Pada umumnya, harga crypto selalu mengalami perubahan, baik naik maupun turun. Oleh karena itu, mata uang digital ini termasuk dalam aset yang high risk (beresiko tinggi). Namun, ada crypto yang dibuat khusus untuk menangani hal tersebut, yaitu stablecoin.
Definisi Stablecoin
Stablecoin berasal dari dua kata, yaitu Stable dan Coin. Jika diterjemahkan ke dalam Bahasa Indonesia adalah koin yang stabil. Arti kata stabil bukan karena harganya yang tetap, melainkan nilainya selalu memiliki perbandingan 1:1 dengan aset lain yang mendasarinya.
Dengan demikian, stablecoin adalah aset crypto yang berdasarkan aset lainnya. Stablecoin terbagi menjadi 3 jenis, yaitu mata uang crypto, mata uang fiat, dan algoritma.
Manfaat Stablecoin
Stablecoin bermanfaat untuk menahan volatilitas yang tidak dimiliki oleh crypto jenis lain, misalnya Ethereum atau Bitcoin. Aset ini mampu memberikan aksesibilitas dan mobilitas yang terdesentralisasi atau tidak terikat dengan aturan apapun.
Jenis-Jenis Stablecoin
- Mata uang crypto
Stablecoin jenis ini menggunakan crypto sebagai acuan. Sistemnya jauh lebih terdesentralisasi karena semuanya menggunakan jaringan blockchain. Adapun contoh dari stablecoin mata uang crypto adalah WBTC.
WBTC merupakan token ERC-20 yang nilainya berdasarkan nilai Bitcoin. Umumnya, WBTC menggunakan Bitcoin sebagai jaminan untuk protokol-protokol Defi yang bekerja pada jaringan Ethereum.
- Mata uang fiat
USDT atau USD Tether merupakan aset pertama yang menggunakan uang fiat. Artinya, aset crypto tersebut menggunakan dollar Amerika sebagai nilai yang mendasarinya.

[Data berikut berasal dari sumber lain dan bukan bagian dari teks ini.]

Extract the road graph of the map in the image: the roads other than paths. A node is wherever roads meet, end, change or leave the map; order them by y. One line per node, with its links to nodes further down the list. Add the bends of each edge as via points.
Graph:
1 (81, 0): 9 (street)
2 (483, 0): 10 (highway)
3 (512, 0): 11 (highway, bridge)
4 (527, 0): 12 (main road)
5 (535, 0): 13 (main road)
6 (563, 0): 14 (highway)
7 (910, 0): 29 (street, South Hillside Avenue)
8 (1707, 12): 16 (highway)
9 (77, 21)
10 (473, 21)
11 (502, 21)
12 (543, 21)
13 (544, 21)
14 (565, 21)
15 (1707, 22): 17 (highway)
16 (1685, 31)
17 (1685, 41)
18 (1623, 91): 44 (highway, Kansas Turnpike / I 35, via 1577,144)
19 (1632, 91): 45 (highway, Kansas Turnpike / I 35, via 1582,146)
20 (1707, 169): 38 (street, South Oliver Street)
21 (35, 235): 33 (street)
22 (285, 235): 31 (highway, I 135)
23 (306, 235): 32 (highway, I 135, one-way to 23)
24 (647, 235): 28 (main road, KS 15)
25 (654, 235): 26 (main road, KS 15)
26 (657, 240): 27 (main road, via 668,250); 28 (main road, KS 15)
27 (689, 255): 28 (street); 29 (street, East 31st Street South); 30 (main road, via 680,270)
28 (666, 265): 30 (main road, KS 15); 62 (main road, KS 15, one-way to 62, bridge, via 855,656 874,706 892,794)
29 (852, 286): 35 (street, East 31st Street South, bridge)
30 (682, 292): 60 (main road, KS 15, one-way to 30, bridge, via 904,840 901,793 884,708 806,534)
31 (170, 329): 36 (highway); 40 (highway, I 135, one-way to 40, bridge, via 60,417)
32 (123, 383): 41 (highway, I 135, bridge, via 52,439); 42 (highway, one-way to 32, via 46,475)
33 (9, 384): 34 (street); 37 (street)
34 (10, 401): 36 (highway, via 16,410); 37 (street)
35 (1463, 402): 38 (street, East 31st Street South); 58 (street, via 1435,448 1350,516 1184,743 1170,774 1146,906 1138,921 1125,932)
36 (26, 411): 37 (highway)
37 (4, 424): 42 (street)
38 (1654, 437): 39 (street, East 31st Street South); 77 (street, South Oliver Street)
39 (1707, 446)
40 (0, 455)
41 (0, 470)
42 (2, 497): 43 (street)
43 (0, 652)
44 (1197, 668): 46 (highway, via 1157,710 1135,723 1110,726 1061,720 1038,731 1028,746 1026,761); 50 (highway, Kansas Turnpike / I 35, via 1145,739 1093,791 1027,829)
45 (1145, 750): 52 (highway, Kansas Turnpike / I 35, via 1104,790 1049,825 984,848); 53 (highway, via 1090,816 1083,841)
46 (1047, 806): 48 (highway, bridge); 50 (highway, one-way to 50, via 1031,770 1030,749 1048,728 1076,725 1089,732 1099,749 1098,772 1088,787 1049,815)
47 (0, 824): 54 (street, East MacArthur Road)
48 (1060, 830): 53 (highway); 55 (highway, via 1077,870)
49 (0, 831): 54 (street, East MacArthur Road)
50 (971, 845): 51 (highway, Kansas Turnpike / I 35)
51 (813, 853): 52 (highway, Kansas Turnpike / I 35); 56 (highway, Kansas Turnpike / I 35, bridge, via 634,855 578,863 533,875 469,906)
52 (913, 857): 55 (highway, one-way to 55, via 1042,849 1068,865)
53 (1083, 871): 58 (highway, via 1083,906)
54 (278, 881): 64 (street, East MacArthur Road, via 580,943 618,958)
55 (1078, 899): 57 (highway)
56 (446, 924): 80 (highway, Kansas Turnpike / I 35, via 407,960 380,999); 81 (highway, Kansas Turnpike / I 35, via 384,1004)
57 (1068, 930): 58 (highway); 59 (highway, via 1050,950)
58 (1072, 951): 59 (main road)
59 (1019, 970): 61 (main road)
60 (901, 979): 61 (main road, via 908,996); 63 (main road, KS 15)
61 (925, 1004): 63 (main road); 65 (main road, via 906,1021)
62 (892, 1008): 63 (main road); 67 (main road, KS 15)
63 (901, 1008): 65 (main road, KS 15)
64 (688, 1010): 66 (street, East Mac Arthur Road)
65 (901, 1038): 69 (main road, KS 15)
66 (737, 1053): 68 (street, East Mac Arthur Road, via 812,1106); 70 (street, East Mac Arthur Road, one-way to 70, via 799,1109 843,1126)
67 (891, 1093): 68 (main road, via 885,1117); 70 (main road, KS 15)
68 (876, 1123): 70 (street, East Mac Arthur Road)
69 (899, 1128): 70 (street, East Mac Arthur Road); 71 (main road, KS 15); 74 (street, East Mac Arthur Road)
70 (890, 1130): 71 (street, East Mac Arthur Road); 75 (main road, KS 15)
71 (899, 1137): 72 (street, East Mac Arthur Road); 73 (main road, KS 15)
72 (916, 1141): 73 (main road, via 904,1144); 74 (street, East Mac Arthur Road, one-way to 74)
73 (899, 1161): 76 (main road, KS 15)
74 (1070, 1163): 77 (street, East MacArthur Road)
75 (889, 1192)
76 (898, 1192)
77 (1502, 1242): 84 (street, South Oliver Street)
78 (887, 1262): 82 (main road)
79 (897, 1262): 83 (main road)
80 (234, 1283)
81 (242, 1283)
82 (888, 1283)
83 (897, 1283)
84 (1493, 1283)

Untuk menerbitkan aset seperti itu, perusahaan wajib memiliki rekening yang berisi uang fiat dengan jumlah token atau koin yang sepadan. Misalnya, jika 200 ribu dolar AS yang ada di rekening, maka akan ada 200 ribu Tether pada blockchain.
Penggunaan uang fiat ini biasanya lebih stabil dan volatilitasnya tidak terlalu besar. Hal ini karena mata uang fiat menjadi acuan pemerintah, meskipun crypto juga tetap bekerja pada jaringan blockchain yang transparan dan terdesentralisasi.
- Algoritma
Stablecoin jenis algoritma tergolong masih baru dan jarang. Pembuatan stablecoin ini bertujuan untuk mencapai stabilitas harga dan menyeimbangkan pasokan aset yang beredar dengan aset cadangan. Aset cadangan dapat berupa emas, dolar AS, dan mata uang asing lainnya.
Stablecoin jenis ini menggunakan algoritma untuk mengeluarkan lebih banyak koin saat harga naik, lalu membeli koin saat harga turun. Jadi, stablecoin bekerja tergantung kondisi.
Contoh Stablecoin
- Tether (USDT)
Salah satu stablecoin tertua yaitu Tether (USDT) buatan Tether LTD pada tahun 2014. Meskipun sudah lama, namun Tether (USDT) masih tetap populer hingga sekarang. Selain itu, juga termasuk dalam salah satu mata uang crypto yang paling berharga secara keseluruhan berdasarkan kapitalisasi pasar.
- DAI
DAI muncul pada tahun 2015 yang bekerja pada blockchain Ethereum dengan protokol MakerDAO. Stablecoin ini dipatok ke dollar AS dengan dukungan eter, yang merupakan token Ethereum.
Berbeda dengan stablecoin lainnya, MakerDAO bertujuan agar DAI terdesentralisasi. Artinya, tidak ada pihak ketiga atau otoritas pusat yang akan mengontrol sistem. Dengan demikian, penggunaan DAI akan lebih transparan.
Namun, masih terdapat kendala dari MakerDao yaitu smart contract tidak bekerja sesuai dengan target sebelumnya. Hal ini menyebabkan kerugian sebesar $8 juta.
- USD Coin
USD Coin merupakan stablecoin yang muncul pada tahun 2018. Stablecoin ini merupakan buatan perusahaan cryptocurrency Circle yang bekerja sama dengan Coinbase melalui Center Consortium.
USD Coin memiliki pasokan yang beredar hampir mencapai $26 miliar. Dalam presentasi investor baru-baru ini, Circle menyatakan bahwa pihaknya mengantisipasi pasokan yang akan mencapai $190 miliar pada tahun 2023.